What advice do you have for young writers?

Thomas Mann hit the nail on the head when he said:

"A writer is somebody for whom writing is more difficult than it is for other people."

Amen to that!

Every writer stumbles and hits roadblocks. What can help pick yourself up and trudge on is advice from authors who have been there, and overcome the very same roadblocks. 

Below are a few writers I have interviewed over the years, and their answer to my question: "What advice do you have for budding young writers?". Some are wacky, others are practical. All are worth thinking about.

 If you have a good piece of advice, then please share it in a comment. Every little bit helps, after all :)

Don’t be afraid to write and keep writing, but also don’t be afraid to edit. Don’t be put off by rejection – easier said than done! It goes without saying that you should read widely and when you come across something you love, take note of how the author has achieved this. And as I said earlier, enter your writing in competitions. You never know your luck!

Read. Write. Read. Write. And again. That’s all. Just keep being as good as you can be. On a more practical level, read passages out loud so you can hear if they ring true – and if something makes you hesitate or wonder, then it needs more thought. I learned that the hard way.

I’m currently writing in 25 minute bursts with a five minute break in between, just about chained to the desk so I can’t get distracted. It really works, especially for rough drafting. If I can’t think of the right word or I don’t know some historical fact, I just write “something” and go back to it later. Otherwise I can spend twenty minutes looking up the etymology of one word or the price of boat hire on the Thames in 1640 and not write any more for hours.

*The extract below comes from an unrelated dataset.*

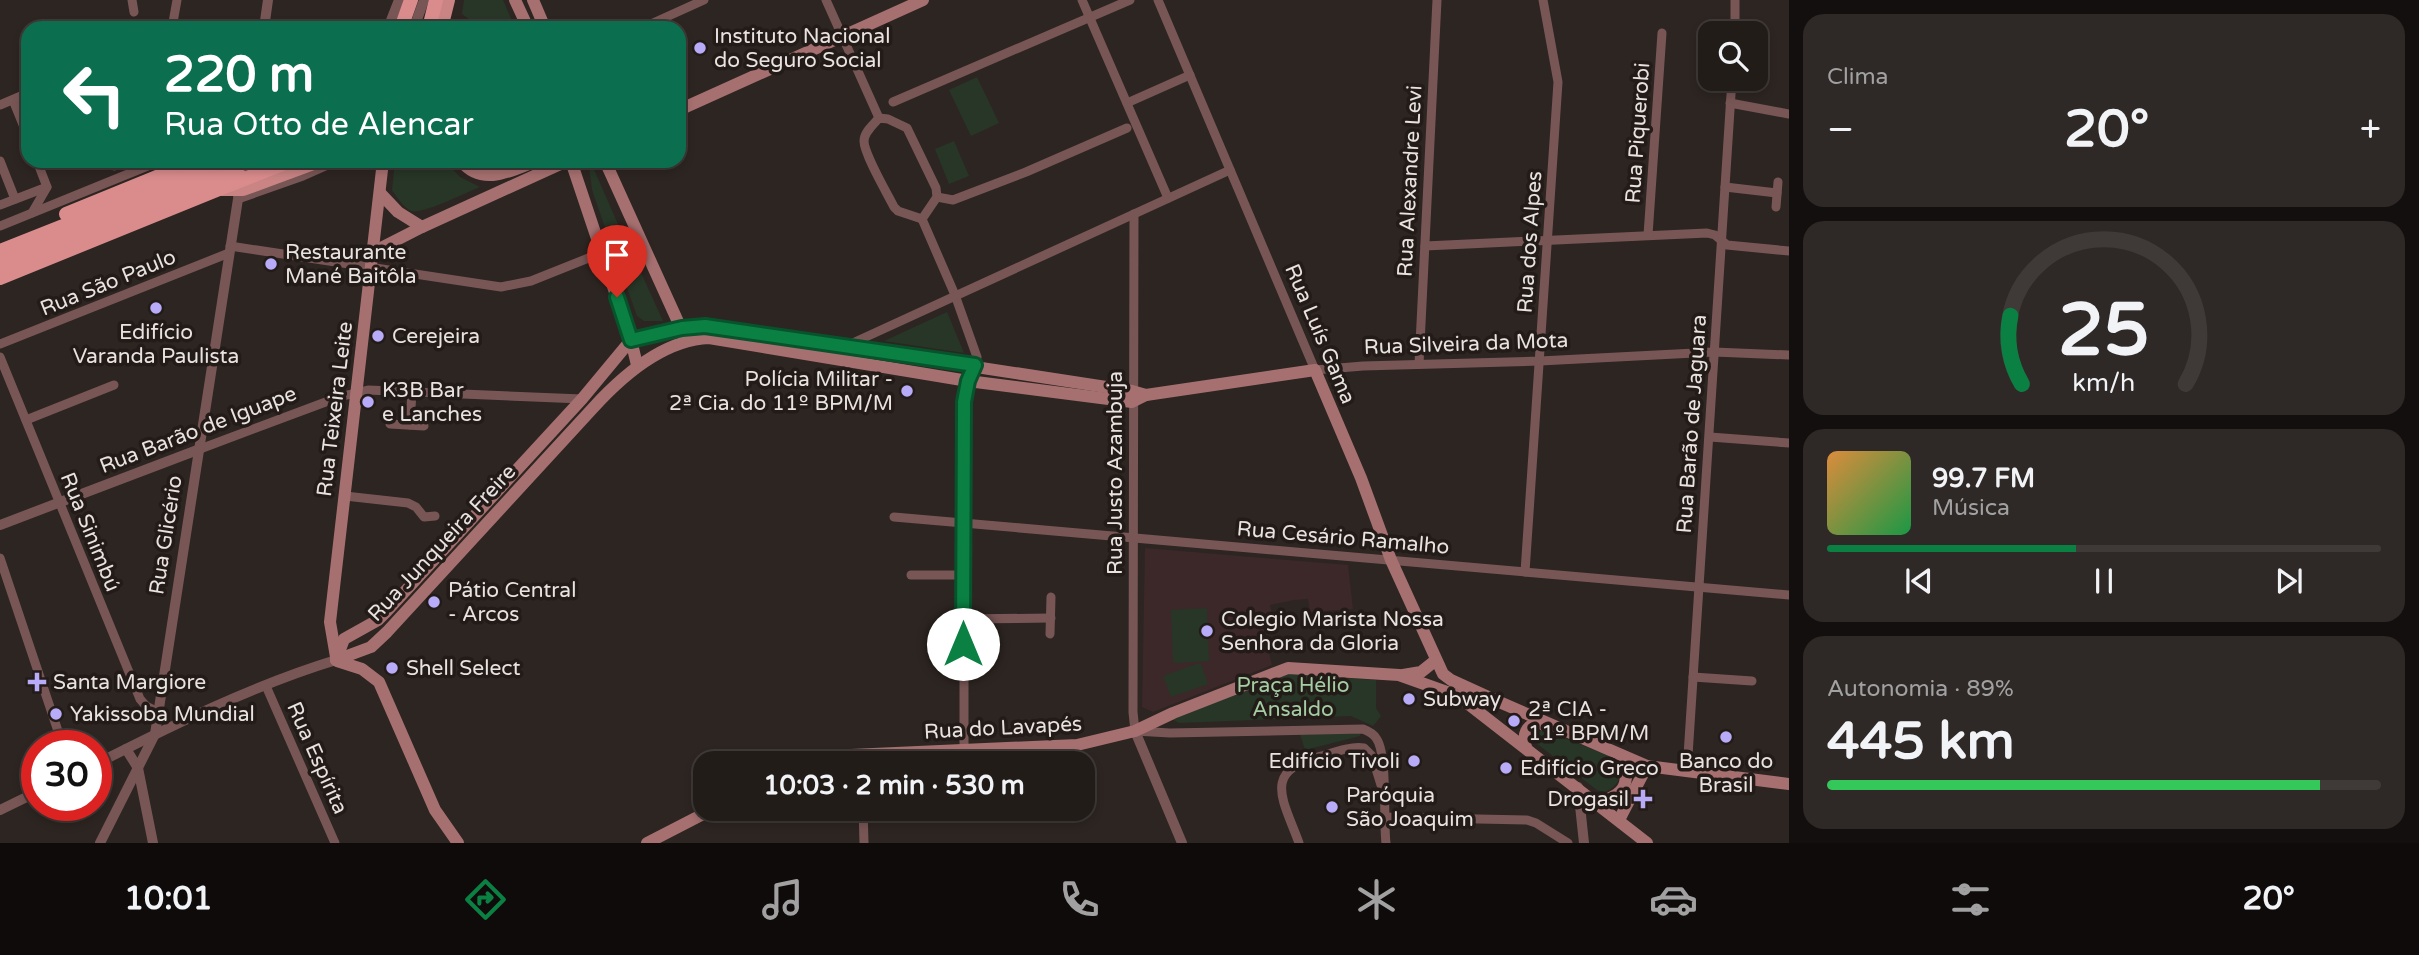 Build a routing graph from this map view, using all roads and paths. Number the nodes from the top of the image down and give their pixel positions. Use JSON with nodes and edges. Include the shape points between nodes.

Read as much and as widely as you can - not just in the areas where you're already a fan but in new genres.

Don't just focus on "being a writer" and living in your own imagination - have another life, another career, that feeds into your writing by connecting you to the real world.

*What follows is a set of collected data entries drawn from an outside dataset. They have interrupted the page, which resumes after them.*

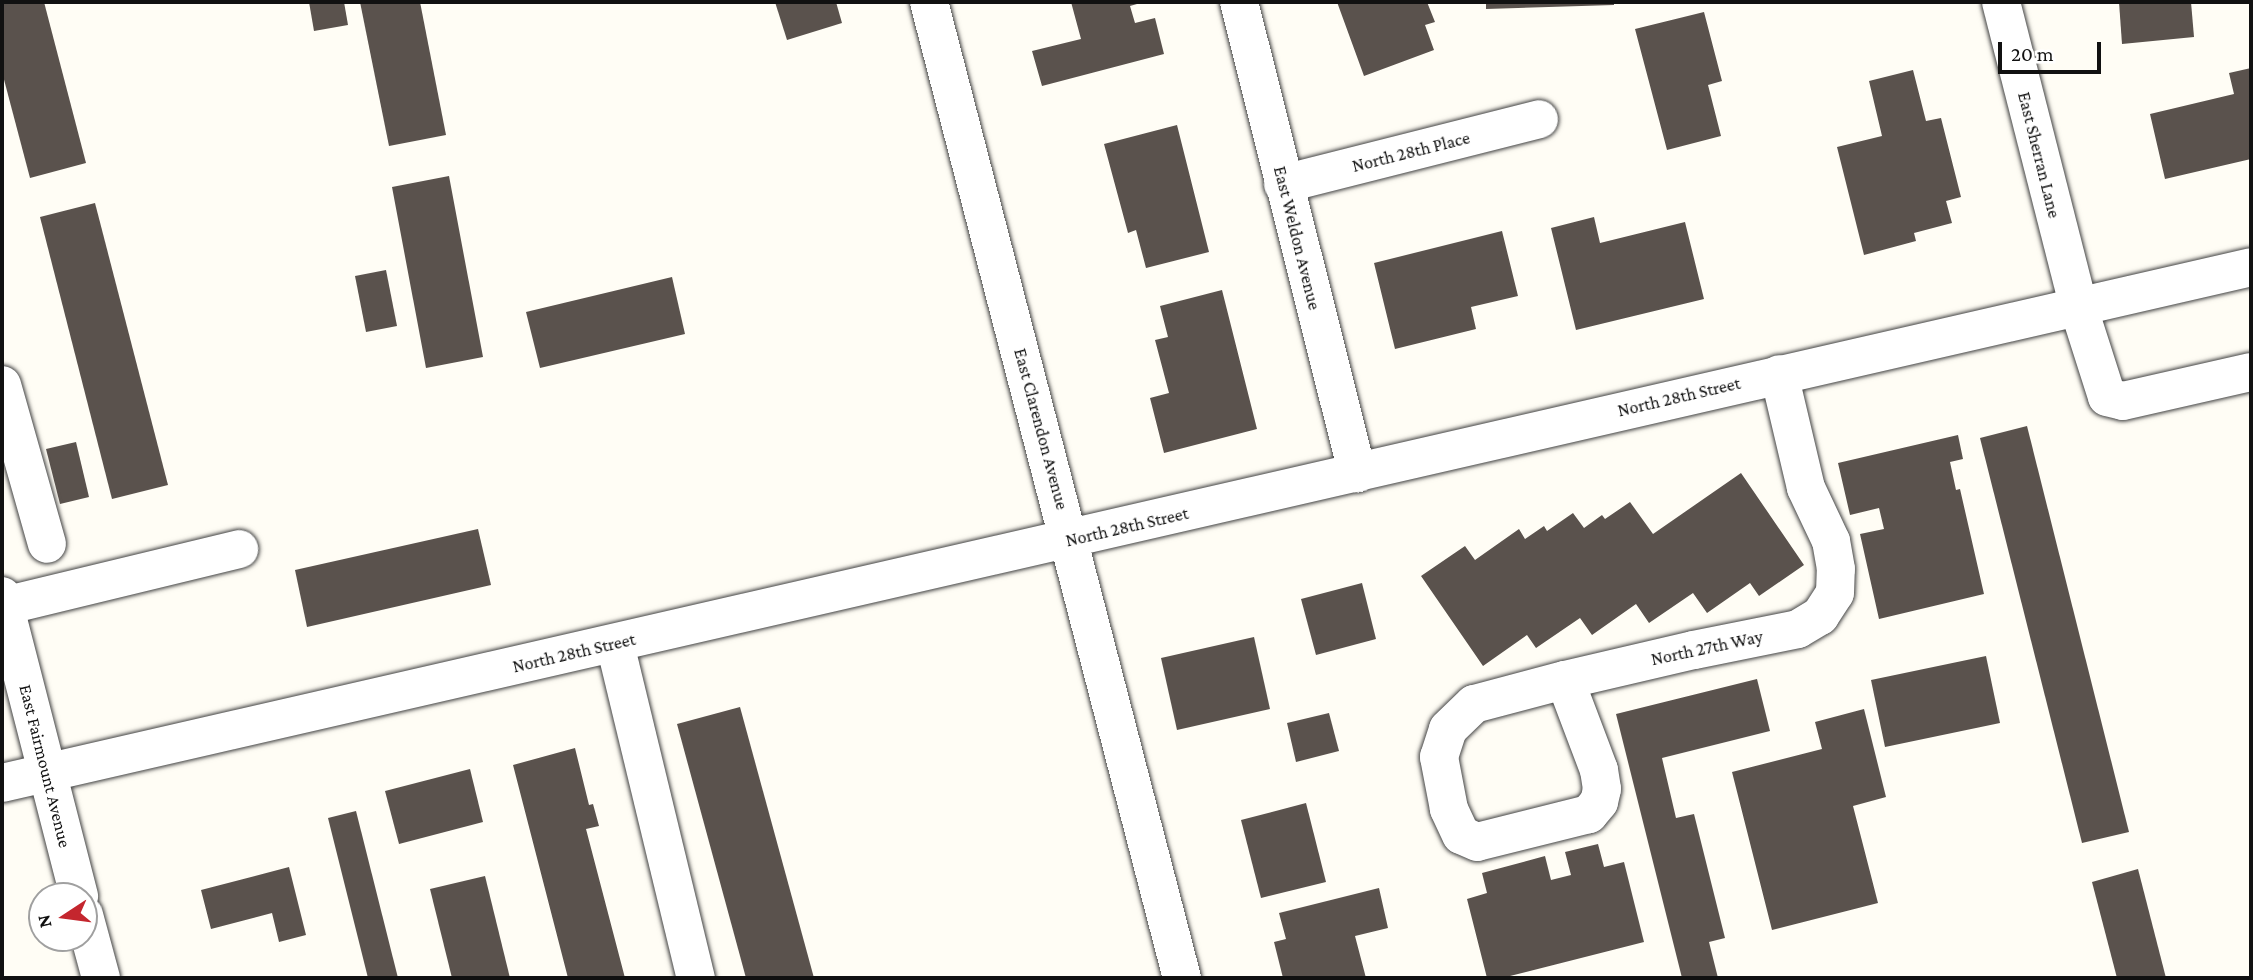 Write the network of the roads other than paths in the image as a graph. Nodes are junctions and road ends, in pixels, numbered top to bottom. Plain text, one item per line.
1 (929, 2) edge
2 (1239, 2) edge
3 (2001, 2) edge
4 (1539, 119) dead end
5 (1283, 184) junction
6 (2251, 267) edge
7 (2079, 309) junction
8 (2251, 372) edge
9 (1779, 374) junction
10 (2, 385) edge
11 (1357, 473) junction
12 (1070, 540) junction
13 (47, 544) dead end
14 (239, 549) dead end
15 (3, 601) edge
16 (615, 643) junction
17 (1565, 680) junction
18 (46, 773) junction
19 (2, 783) edge
20 (75, 882) edge
21 (94, 952) edge
22 (101, 978) edge
23 (696, 978) edge
24 (1182, 978) edge

1 - 12 street, East Clarendon Avenue
2 - 5 street, East Weldon Avenue
3 - 7 street, East Sherran Lane
4 - 5 street, North 28th Place
5 - 11 street, East Weldon Avenue
6 - 7 street, North 28th Street
7 - 8 street, East Sherran Lane
7 - 9 street, North 28th Street
9 - 11 street, North 28th Street
9 - 17 street, North 27th Way
10 - 13 street
11 - 12 street, North 28th Street
12 - 16 street, North 28th Street
12 - 24 street, East Clarendon Avenue
14 - 15 street
15 - 18 street, East Fairmount Avenue
16 - 18 street, North 28th Street
16 - 23 street
17 - 17 street, North 27th Way
18 - 19 street, North 28th Street
18 - 20 street, East Fairmount Avenue
21 - 22 street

Write a lot, and again, write widely. Try lots of different ways to tell the stories, or communicate the impressions, that you carry around inside you. That way you'll find the forms that suit you.

Get a really terrible job first. I worked on a building site for a short time and it was horrible. When I find it hard to write or just don't feel like it, I remember how it felt holding those bricks around. If you really want to be a serious writer, don’t get married or have kids.

Get a wife.

And also, don’t try to do it all on a laptop. Even is all you have is a laptop, buy a separate keyboard that you can set up to reach ergonomically. Seriously. Look after those tendons. You only have one set.

Keep writing. It’s boring advice, but it really is the most important thing, I think. You need to love writing and keep at it, always practicing and writing new things, even if you don’t get published quickly (most authors don’t)

1 comment:

  1. Get a writing buddy/beta reader/join a writing group. It's so important to get feedback from other people. Also, offer to help them - giving someone else a bit of constructive criticism will help you to identify problems in your own work.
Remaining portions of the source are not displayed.